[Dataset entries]
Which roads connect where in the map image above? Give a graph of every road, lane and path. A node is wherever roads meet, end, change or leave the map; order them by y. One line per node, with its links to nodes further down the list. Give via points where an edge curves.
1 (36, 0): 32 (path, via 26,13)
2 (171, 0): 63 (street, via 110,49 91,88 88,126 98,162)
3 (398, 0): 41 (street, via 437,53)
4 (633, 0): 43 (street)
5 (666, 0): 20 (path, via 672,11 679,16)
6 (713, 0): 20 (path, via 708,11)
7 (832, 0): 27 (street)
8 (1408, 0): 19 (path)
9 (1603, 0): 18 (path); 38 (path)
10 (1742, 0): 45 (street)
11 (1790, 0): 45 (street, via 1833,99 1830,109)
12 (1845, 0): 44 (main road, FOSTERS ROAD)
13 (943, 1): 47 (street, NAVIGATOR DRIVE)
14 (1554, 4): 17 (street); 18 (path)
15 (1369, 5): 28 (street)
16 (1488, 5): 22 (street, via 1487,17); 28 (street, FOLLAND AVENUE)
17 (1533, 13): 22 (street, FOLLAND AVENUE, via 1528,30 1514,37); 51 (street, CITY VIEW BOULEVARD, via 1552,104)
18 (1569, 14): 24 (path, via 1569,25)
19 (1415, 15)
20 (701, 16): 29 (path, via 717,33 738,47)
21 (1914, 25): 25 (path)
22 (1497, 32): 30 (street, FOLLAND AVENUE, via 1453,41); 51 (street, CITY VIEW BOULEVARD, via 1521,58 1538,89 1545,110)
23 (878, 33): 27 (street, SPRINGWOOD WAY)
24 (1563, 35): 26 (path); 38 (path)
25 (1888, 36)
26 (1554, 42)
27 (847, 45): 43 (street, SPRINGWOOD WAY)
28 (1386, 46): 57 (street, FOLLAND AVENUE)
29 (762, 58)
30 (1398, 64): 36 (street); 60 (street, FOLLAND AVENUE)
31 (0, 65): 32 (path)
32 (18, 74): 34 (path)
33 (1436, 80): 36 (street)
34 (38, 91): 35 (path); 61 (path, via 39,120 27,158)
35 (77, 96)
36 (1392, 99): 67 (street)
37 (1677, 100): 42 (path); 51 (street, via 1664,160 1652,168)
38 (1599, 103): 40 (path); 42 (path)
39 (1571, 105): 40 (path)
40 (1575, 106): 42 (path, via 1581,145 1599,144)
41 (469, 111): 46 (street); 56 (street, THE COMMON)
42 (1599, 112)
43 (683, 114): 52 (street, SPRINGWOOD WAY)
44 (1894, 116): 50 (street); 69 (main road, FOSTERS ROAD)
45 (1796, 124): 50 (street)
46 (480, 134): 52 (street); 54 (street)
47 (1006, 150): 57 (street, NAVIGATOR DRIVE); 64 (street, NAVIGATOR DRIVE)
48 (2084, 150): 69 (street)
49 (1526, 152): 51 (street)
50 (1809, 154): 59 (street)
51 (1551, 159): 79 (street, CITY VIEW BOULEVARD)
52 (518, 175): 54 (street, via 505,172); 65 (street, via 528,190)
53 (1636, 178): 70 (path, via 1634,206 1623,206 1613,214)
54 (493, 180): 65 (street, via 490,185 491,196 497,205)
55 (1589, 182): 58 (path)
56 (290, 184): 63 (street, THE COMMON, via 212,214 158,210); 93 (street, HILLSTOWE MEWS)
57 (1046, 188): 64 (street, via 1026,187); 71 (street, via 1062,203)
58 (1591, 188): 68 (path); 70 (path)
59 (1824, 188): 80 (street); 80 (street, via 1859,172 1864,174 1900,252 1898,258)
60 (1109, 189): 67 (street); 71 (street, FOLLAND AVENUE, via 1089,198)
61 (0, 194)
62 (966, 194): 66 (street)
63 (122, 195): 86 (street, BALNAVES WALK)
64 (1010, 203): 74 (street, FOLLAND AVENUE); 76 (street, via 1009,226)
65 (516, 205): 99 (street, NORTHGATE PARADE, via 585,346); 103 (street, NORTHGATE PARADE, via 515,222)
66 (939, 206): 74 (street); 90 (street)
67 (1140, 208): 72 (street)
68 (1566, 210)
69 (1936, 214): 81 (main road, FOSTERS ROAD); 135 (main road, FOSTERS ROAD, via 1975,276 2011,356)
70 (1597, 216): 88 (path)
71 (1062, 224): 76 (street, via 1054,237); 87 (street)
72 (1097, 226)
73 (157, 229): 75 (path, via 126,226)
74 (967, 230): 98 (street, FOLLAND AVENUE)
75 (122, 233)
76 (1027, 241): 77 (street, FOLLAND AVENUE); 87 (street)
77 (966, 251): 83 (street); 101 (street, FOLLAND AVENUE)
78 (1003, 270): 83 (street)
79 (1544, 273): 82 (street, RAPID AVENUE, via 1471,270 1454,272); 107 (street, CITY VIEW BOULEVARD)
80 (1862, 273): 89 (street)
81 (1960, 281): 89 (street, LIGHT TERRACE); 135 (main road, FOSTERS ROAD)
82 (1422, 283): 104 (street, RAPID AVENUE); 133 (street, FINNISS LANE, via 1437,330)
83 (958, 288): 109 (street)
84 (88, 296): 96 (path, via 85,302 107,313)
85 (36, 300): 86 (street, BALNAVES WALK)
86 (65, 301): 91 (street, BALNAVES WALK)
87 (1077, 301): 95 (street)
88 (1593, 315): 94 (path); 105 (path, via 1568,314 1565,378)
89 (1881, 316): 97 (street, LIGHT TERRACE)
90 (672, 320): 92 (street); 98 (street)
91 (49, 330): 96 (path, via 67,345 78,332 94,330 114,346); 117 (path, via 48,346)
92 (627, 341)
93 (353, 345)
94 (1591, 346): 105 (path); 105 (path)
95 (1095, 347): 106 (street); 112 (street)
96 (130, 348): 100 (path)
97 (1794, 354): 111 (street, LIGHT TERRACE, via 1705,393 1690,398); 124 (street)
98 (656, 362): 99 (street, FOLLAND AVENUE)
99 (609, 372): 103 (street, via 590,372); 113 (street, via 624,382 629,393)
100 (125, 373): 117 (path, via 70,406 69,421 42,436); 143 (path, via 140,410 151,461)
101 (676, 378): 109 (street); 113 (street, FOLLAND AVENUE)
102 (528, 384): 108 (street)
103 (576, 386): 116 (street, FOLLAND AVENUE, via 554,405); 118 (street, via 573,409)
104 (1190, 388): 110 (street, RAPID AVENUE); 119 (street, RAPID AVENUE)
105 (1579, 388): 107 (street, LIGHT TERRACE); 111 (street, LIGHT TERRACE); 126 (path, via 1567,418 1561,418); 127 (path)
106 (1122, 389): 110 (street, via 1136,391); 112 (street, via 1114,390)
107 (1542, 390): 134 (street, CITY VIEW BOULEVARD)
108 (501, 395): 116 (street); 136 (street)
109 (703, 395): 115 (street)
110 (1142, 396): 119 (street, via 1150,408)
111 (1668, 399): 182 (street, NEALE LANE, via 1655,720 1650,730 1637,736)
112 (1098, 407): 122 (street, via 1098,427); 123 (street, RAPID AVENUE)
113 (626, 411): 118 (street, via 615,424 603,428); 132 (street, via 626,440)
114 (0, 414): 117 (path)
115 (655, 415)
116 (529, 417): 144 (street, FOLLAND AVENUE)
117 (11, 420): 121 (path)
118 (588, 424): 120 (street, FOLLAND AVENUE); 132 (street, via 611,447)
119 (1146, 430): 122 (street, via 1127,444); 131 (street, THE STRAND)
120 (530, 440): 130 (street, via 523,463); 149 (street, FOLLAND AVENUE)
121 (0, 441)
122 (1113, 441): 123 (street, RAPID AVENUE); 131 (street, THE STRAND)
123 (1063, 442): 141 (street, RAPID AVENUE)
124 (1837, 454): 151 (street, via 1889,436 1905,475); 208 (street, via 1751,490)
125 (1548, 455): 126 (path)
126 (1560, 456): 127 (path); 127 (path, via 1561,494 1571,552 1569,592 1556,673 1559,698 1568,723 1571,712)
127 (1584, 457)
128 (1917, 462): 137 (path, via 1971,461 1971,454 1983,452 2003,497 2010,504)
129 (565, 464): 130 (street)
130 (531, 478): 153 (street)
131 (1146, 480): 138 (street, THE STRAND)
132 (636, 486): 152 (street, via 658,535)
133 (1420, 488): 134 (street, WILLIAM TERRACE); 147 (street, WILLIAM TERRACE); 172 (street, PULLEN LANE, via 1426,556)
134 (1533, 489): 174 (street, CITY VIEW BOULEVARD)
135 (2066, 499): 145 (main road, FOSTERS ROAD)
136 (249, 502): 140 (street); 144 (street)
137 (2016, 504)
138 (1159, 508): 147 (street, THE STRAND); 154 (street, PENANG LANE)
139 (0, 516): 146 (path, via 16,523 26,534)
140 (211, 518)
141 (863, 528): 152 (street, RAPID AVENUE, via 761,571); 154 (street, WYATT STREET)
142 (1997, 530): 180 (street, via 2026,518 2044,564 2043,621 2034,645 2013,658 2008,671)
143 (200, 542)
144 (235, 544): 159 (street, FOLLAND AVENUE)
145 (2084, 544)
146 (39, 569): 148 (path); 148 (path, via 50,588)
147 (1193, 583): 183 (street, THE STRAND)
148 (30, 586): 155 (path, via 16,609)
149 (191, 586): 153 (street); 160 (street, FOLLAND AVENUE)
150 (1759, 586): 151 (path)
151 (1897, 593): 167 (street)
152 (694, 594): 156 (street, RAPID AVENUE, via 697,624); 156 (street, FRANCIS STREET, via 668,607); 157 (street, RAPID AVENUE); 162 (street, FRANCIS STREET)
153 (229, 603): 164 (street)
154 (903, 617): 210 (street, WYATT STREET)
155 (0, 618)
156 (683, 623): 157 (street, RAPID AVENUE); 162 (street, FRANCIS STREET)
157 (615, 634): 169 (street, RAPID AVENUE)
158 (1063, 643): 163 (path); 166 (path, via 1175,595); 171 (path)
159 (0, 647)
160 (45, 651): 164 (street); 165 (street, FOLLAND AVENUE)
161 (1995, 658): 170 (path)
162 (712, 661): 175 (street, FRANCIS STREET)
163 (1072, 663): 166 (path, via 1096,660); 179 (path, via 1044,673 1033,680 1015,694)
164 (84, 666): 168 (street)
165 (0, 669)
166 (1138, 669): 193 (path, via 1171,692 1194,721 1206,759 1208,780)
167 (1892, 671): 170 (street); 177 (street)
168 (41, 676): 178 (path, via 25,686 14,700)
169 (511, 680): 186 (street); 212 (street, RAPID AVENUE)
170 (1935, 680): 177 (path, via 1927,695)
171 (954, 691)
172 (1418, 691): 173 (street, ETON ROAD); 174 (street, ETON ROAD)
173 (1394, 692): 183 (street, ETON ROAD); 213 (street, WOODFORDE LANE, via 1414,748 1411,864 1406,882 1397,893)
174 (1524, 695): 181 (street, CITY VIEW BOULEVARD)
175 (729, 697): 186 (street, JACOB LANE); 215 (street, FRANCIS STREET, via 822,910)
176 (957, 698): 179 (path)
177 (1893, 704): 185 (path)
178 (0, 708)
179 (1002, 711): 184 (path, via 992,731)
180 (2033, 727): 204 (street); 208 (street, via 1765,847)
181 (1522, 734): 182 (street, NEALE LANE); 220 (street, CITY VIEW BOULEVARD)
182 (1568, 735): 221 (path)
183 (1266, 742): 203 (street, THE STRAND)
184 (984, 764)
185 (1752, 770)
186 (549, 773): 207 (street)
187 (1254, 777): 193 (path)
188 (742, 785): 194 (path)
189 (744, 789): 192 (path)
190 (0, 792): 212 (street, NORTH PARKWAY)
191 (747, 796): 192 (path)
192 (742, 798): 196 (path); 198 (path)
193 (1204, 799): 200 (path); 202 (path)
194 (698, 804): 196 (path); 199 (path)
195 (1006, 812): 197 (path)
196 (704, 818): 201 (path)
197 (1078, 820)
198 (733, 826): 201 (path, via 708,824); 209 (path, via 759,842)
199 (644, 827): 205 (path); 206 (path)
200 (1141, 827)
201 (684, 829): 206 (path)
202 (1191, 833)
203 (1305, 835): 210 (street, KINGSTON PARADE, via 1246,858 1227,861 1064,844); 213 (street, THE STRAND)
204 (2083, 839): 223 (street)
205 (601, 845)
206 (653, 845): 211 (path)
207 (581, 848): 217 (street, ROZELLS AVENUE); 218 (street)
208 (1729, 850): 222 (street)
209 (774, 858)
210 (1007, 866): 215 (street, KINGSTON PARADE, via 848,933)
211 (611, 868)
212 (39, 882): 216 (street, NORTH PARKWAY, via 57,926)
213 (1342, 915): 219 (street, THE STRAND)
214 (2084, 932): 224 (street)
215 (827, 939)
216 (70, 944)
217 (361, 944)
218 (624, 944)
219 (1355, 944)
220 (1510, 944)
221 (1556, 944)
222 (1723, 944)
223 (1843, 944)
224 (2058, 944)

# Exercise details
Please go through the data above and copy each line containing the word "FRANCIS".

# Exercise result
152 (694, 594): 156 (street, RAPID AVENUE, via 697,624); 156 (street, FRANCIS STREET, via 668,607); 157 (street, RAPID AVENUE); 162 (street, FRANCIS STREET)
156 (683, 623): 157 (street, RAPID AVENUE); 162 (street, FRANCIS STREET)
162 (712, 661): 175 (street, FRANCIS STREET)
175 (729, 697): 186 (street, JACOB LANE); 215 (street, FRANCIS STREET, via 822,910)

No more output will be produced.